__YOUR TASK__.
Copy out each line of the data that contains "Alessandro".

##### RECORD EXCERPTS

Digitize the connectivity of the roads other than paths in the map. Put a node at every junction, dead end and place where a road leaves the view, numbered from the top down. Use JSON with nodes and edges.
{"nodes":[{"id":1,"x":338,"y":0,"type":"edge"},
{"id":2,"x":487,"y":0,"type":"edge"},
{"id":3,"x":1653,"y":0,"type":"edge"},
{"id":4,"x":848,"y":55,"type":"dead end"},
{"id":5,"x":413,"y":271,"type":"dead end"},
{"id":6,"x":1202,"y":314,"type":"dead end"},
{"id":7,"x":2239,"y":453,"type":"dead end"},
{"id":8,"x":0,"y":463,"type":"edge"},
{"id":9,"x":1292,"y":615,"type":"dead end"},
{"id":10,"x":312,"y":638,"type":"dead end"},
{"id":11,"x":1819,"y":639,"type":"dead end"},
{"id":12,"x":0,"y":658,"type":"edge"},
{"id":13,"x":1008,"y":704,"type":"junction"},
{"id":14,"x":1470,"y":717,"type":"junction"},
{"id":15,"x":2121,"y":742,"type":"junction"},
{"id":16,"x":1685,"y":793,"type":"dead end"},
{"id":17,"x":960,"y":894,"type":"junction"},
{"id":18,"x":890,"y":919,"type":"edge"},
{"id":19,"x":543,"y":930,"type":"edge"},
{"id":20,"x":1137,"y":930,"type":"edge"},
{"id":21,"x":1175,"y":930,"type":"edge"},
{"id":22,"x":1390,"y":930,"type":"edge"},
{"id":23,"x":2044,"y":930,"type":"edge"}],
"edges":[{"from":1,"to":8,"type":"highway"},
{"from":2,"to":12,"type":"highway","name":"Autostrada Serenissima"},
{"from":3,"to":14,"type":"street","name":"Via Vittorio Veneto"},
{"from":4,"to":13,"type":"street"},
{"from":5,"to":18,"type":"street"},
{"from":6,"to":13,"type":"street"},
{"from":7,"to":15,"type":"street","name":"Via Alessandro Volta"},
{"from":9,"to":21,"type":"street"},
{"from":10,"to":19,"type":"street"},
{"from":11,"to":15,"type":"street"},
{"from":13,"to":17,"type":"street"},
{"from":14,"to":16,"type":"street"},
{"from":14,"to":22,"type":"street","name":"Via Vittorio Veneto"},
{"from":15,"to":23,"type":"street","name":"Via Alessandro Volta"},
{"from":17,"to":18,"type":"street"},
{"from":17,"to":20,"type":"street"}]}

##########

__SOLUTION TO THE EXERCISE__.
{"from":7,"to":15,"type":"street","name":"Via Alessandro Volta"},
{"from":15,"to":23,"type":"street","name":"Via Alessandro Volta"},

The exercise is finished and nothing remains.